The living room media center is supplied with programming from the Internet via DSL and has an intuitive user interface. At IFA Siemens will be using the example of the Dutch carrier KPN to show how an IPTV interface works.
Traditional television Siemens says is entering a new era. Mobile TV and IPTV offer network operators a way to compensate for the drop in revenue stemming from falling prices for voice connections in wireless and fixed networks and to win customers with new media offerings. At IFA 2006 Siemens Communications will show how the new offerings can be structured and how the technology behind them works.
Mobile TV via the DVB-H standard enables mobile operators to offer services. They include interactive television programs that let viewers participate in votes and surveys, access to information in the Internet at a click of the mouse, interactive games for several players and real-time traffic reports that integrate navigation systems are just a few examples.
While the market for Mobile TV is still in its infancy, market researchers at Informa believe that by 2011 some 210 million people around the world will be using their portable devices as interactive TV sets and that around ten percent of all mobile handsets will have a TV receiver integrated in them.
At IFA, Siemens will show that its own mobile TV solution already runs on a wide range of common mobile phones (e.g. BenQ-Siemens, LG, Samsung), on PDAs with special SDIO cards and on state-of-the-art UMPCs from Samsung with Intel technology – perfectly and in high quality. Siemens will be showing programs from various broadcasters in Berlin, including RTL Television, nt-v and Super RTL.
Stefan Schneiders who is an expert for Mobile TV at Siemens says, “One thing is sure - carriers are very interested in tapping new revenue streams and winning their customers for trendy services that offer added value. Initial results from field trials, for example in Spain, show that Mobile TV has what it takes to fulfill the expectations of carriers and their customers.”

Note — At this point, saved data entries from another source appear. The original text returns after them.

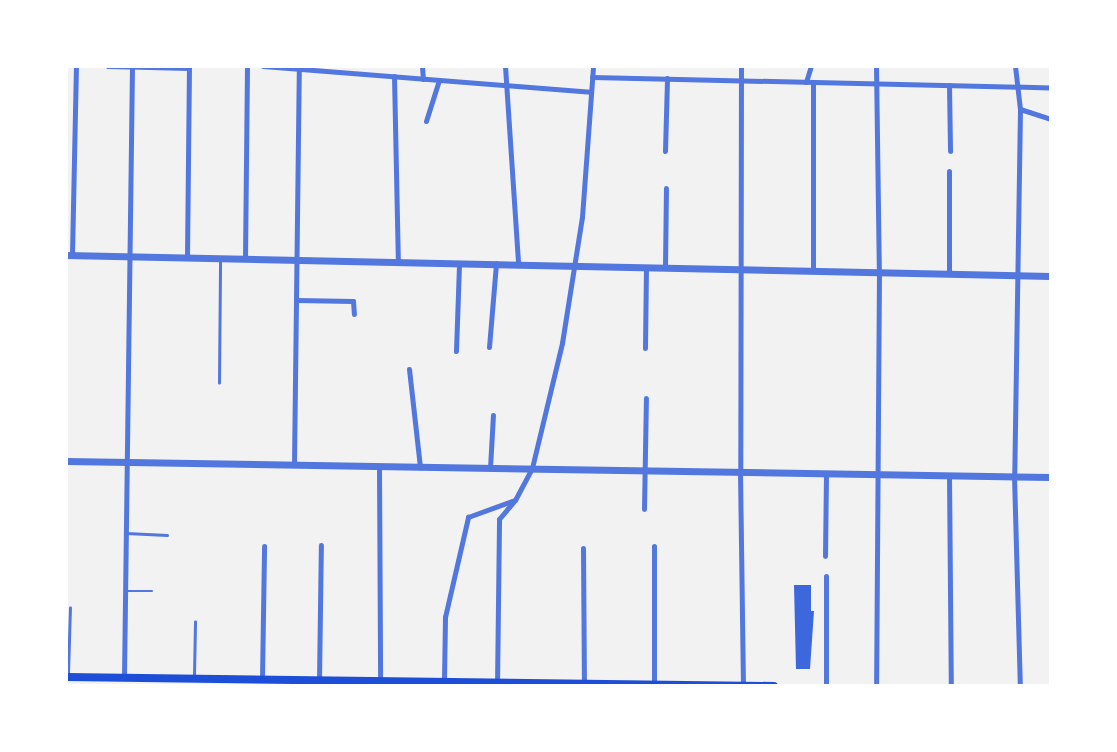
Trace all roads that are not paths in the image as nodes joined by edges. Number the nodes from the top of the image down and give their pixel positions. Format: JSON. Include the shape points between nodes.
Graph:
{"nodes":[{"id":1,"x":76,"y":66,"type":"edge"},
{"id":2,"x":108,"y":66,"type":"edge"},
{"id":3,"x":247,"y":66,"type":"edge"},
{"id":4,"x":263,"y":66,"type":"edge"},
{"id":5,"x":422,"y":66,"type":"edge"},
{"id":6,"x":505,"y":66,"type":"edge"},
{"id":7,"x":593,"y":66,"type":"edge"},
{"id":8,"x":741,"y":66,"type":"edge"},
{"id":9,"x":811,"y":66,"type":"edge"},
{"id":10,"x":876,"y":66,"type":"edge"},
{"id":11,"x":1015,"y":66,"type":"edge"},
{"id":12,"x":132,"y":67,"type":"edge"},
{"id":13,"x":188,"y":67,"type":"edge"},
{"id":14,"x":299,"y":68,"type":"edge"},
{"id":15,"x":322,"y":69,"type":"edge"},
{"id":16,"x":394,"y":76,"type":"junction"},
{"id":17,"x":592,"y":77,"type":"junction"},
{"id":18,"x":667,"y":78,"type":"junction"},
{"id":19,"x":423,"y":79,"type":"junction"},
{"id":20,"x":439,"y":80,"type":"junction"},
{"id":21,"x":741,"y":80,"type":"junction"},
{"id":22,"x":809,"y":82,"type":"junction"},
{"id":23,"x":876,"y":83,"type":"junction"},
{"id":24,"x":950,"y":85,"type":"junction"},
{"id":25,"x":506,"y":86,"type":"junction"},
{"id":26,"x":1017,"y":86,"type":"junction"},
{"id":27,"x":1051,"y":87,"type":"edge"},
{"id":28,"x":590,"y":92,"type":"junction"},
{"id":29,"x":1020,"y":109,"type":"junction"},
{"id":30,"x":1051,"y":119,"type":"edge"},
{"id":31,"x":426,"y":121,"type":"dead end"},
{"id":32,"x":950,"y":150,"type":"dead end"},
{"id":33,"x":666,"y":151,"type":"dead end"},
{"id":34,"x":949,"y":171,"type":"dead end"},
{"id":35,"x":666,"y":188,"type":"dead end"},
{"id":36,"x":69,"y":255,"type":"edge"},
{"id":37,"x":130,"y":255,"type":"junction"},
{"id":38,"x":187,"y":257,"type":"junction"},
{"id":39,"x":220,"y":257,"type":"junction"},
{"id":40,"x":244,"y":258,"type":"junction"},
{"id":41,"x":297,"y":259,"type":"junction"},
{"id":42,"x":398,"y":261,"type":"junction"},
{"id":43,"x":459,"y":262,"type":"junction"},
{"id":44,"x":496,"y":263,"type":"junction"},
{"id":45,"x":518,"y":264,"type":"junction"},
{"id":46,"x":575,"y":265,"type":"junction"},
{"id":47,"x":646,"y":267,"type":"junction"},
{"id":48,"x":665,"y":267,"type":"junction"},
{"id":49,"x":740,"y":269,"type":"junction"},
{"id":50,"x":813,"y":271,"type":"junction"},
{"id":51,"x":879,"y":272,"type":"junction"},
{"id":52,"x":949,"y":274,"type":"junction"},
{"id":53,"x":1016,"y":275,"type":"junction"},
{"id":54,"x":1051,"y":276,"type":"edge"},
{"id":55,"x":296,"y":300,"type":"junction"},
{"id":56,"x":354,"y":314,"type":"dead end"},
{"id":57,"x":489,"y":347,"type":"dead end"},
{"id":58,"x":645,"y":348,"type":"dead end"},
{"id":59,"x":456,"y":351,"type":"dead end"},
{"id":60,"x":410,"y":369,"type":"dead end"},
{"id":61,"x":219,"y":383,"type":"dead end"},
{"id":62,"x":646,"y":398,"type":"dead end"},
{"id":63,"x":493,"y":415,"type":"dead end"},
{"id":64,"x":66,"y":461,"type":"edge"},
{"id":65,"x":127,"y":462,"type":"junction"},
{"id":66,"x":294,"y":464,"type":"junction"},
{"id":67,"x":379,"y":466,"type":"junction"},
{"id":68,"x":420,"y":467,"type":"junction"},
{"id":69,"x":490,"y":468,"type":"junction"},
{"id":70,"x":532,"y":468,"type":"junction"},
{"id":71,"x":645,"y":470,"type":"junction"},
{"id":72,"x":740,"y":472,"type":"junction"},
{"id":73,"x":826,"y":473,"type":"junction"},
{"id":74,"x":877,"y":474,"type":"junction"},
{"id":75,"x":949,"y":475,"type":"junction"},
{"id":76,"x":1014,"y":476,"type":"junction"},
{"id":77,"x":1051,"y":477,"type":"edge"},
{"id":78,"x":515,"y":500,"type":"junction"},
{"id":79,"x":644,"y":509,"type":"dead end"},
{"id":80,"x":126,"y":533,"type":"junction"},
{"id":81,"x":167,"y":535,"type":"dead end"},
{"id":82,"x":321,"y":545,"type":"dead end"},
{"id":83,"x":264,"y":546,"type":"dead end"},
{"id":84,"x":654,"y":546,"type":"dead end"},
{"id":85,"x":583,"y":548,"type":"dead end"},
{"id":86,"x":825,"y":556,"type":"dead end"},
{"id":87,"x":826,"y":576,"type":"dead end"},
{"id":88,"x":125,"y":591,"type":"junction"},
{"id":89,"x":152,"y":591,"type":"dead end"},
{"id":90,"x":71,"y":608,"type":"dead end"},
{"id":91,"x":195,"y":622,"type":"dead end"},
{"id":92,"x":67,"y":677,"type":"edge"},
{"id":93,"x":124,"y":677,"type":"junction"},
{"id":94,"x":194,"y":678,"type":"junction"},
{"id":95,"x":262,"y":679,"type":"junction"},
{"id":96,"x":318,"y":680,"type":"junction"},
{"id":97,"x":380,"y":681,"type":"junction"},
{"id":98,"x":444,"y":681,"type":"junction"},
{"id":99,"x":584,"y":683,"type":"junction"},
{"id":100,"x":497,"y":684,"type":"edge"},
{"id":101,"x":654,"y":684,"type":"edge"},
{"id":102,"x":743,"y":685,"type":"edge"},
{"id":103,"x":774,"y":685,"type":"edge"},
{"id":104,"x":826,"y":685,"type":"edge"},
{"id":105,"x":876,"y":685,"type":"edge"},
{"id":106,"x":951,"y":685,"type":"edge"},
{"id":107,"x":1020,"y":685,"type":"edge"}],
"edges":[{"from":1,"to":36,"type":"street"},
{"from":2,"to":12,"type":"street"},
{"from":3,"to":40,"type":"street"},
{"from":4,"to":14,"type":"street"},
{"from":5,"to":19,"type":"street"},
{"from":6,"to":25,"type":"street"},
{"from":7,"to":17,"type":"street"},
{"from":8,"to":21,"type":"street"},
{"from":9,"to":22,"type":"street"},
{"from":10,"to":23,"type":"street"},
{"from":11,"to":26,"type":"street"},
{"from":12,"to":13,"type":"street"},
{"from":12,"to":37,"type":"street"},
{"from":13,"to":38,"type":"street"},
{"from":14,"to":15,"type":"street"},
{"from":14,"to":41,"type":"street"},
{"from":15,"to":16,"type":"street"},
{"from":16,"to":19,"type":"street"},
{"from":16,"to":42,"type":"street"},
{"from":17,"to":18,"type":"street"},
{"from":17,"to":28,"type":"street"},
{"from":18,"to":21,"type":"street"},
{"from":18,"to":33,"type":"street"},
{"from":19,"to":20,"type":"street"},
{"from":20,"to":25,"type":"street"},
{"from":20,"to":31,"type":"street"},
{"from":21,"to":22,"type":"street"},
{"from":21,"to":49,"type":"street"},
{"from":22,"to":23,"type":"street"},
{"from":22,"to":50,"type":"street"},
{"from":23,"to":24,"type":"street"},
{"from":23,"to":51,"type":"street"},
{"from":24,"to":26,"type":"street"},
{"from":24,"to":32,"type":"street"},
{"from":25,"to":28,"type":"street"},
{"from":25,"to":45,"type":"street"},
{"from":26,"to":27,"type":"street"},
{"from":26,"to":29,"type":"street"},
{"from":28,"to":46,"type":"street"},
{"from":29,"to":30,"type":"street"},
{"from":29,"to":53,"type":"street"},
{"from":34,"to":52,"type":"street"},
{"from":35,"to":48,"type":"street"},
{"from":36,"to":37,"type":"street"},
{"from":37,"to":38,"type":"street"},
{"from":37,"to":65,"type":"street"},
{"from":38,"to":39,"type":"street"},
{"from":39,"to":40,"type":"street"},
{"from":39,"to":61,"type":"lane"},
{"from":40,"to":41,"type":"street"},
{"from":41,"to":42,"type":"street"},
{"from":41,"to":55,"type":"street"},
{"from":42,"to":43,"type":"street"},
{"from":43,"to":44,"type":"street"},
{"from":43,"to":59,"type":"street"},
{"from":44,"to":45,"type":"street"},
{"from":44,"to":57,"type":"street"},
{"from":45,"to":46,"type":"street"},
{"from":46,"to":47,"type":"street"},
{"from":46,"to":70,"type":"street"},
{"from":47,"to":48,"type":"street"},
{"from":47,"to":58,"type":"street"},
{"from":48,"to":49,"type":"street"},
{"from":49,"to":50,"type":"street"},
{"from":49,"to":72,"type":"street"},
{"from":50,"to":51,"type":"street"},
{"from":51,"to":52,"type":"street"},
{"from":51,"to":74,"type":"street"},
{"from":52,"to":53,"type":"street"},
{"from":53,"to":54,"type":"street"},
{"from":53,"to":76,"type":"street"},
{"from":55,"to":56,"type":"street","via":[[351,300]]},
{"from":55,"to":66,"type":"street"},
{"from":60,"to":68,"type":"street"},
{"from":62,"to":71,"type":"street"},
{"from":63,"to":69,"type":"street"},
{"from":64,"to":65,"type":"street"},
{"from":65,"to":66,"type":"street"},
{"from":65,"to":80,"type":"street"},
{"from":66,"to":67,"type":"street"},
{"from":67,"to":68,"type":"street"},
{"from":67,"to":97,"type":"street"},
{"from":68,"to":69,"type":"street"},
{"from":69,"to":70,"type":"street"},
{"from":70,"to":71,"type":"street"},
{"from":70,"to":78,"type":"street"},
{"from":71,"to":72,"type":"street"},
{"from":71,"to":79,"type":"street"},
{"from":72,"to":73,"type":"street"},
{"from":72,"to":102,"type":"street"},
{"from":73,"to":74,"type":"street"},
{"from":73,"to":86,"type":"street"},
{"from":74,"to":75,"type":"street"},
{"from":74,"to":105,"type":"street"},
{"from":75,"to":76,"type":"street"},
{"from":75,"to":106,"type":"street"},
{"from":76,"to":77,"type":"street"},
{"from":76,"to":107,"type":"street"},
{"from":78,"to":98,"type":"street","via":[[468,517],[445,617]]},
{"from":78,"to":100,"type":"street","via":[[499,519]]},
{"from":80,"to":81,"type":"lane"},
{"from":80,"to":88,"type":"street"},
{"from":82,"to":96,"type":"street"},
{"from":83,"to":95,"type":"street"},
{"from":84,"to":101,"type":"street"},
{"from":85,"to":99,"type":"street"},
{"from":87,"to":104,"type":"street"},
{"from":88,"to":89,"type":"lane"},
{"from":88,"to":93,"type":"street"},
{"from":90,"to":92,"type":"lane"},
{"from":91,"to":94,"type":"lane"},
{"from":92,"to":93,"type":"main road"},
{"from":93,"to":94,"type":"main road"},
{"from":94,"to":95,"type":"main road"},
{"from":95,"to":96,"type":"main road"},
{"from":96,"to":97,"type":"main road"},
{"from":97,"to":98,"type":"main road"},
{"from":98,"to":100,"type":"main road"},
{"from":99,"to":100,"type":"main road"},
{"from":99,"to":101,"type":"main road"},
{"from":101,"to":102,"type":"main road"},
{"from":102,"to":103,"type":"main road"}]}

Siemens will be showcasing the IPTV offering of its Dutch customer KPN at IFA 2006. KPN customers in the Netherlands who have a DSL connection can receive TV from their phone socket and use numerous additional services such as a personal video recorder or TV of Yesterday. In Berlin, visitors will be able to try out KPN’s user interface, as well as getting an impression of how intuitive and simple the user guidance is from other examples, and discover that PC expertise is by no means a must.
They can also see what TV via DSL in high-definition quality using the compression standard H.264 looks like. Siemens says that it is committed to open standards for IPTV via HDTV. That also goes for the set-top boxes that are required for receiving IPTV and of which a selection will be shown in Berlin.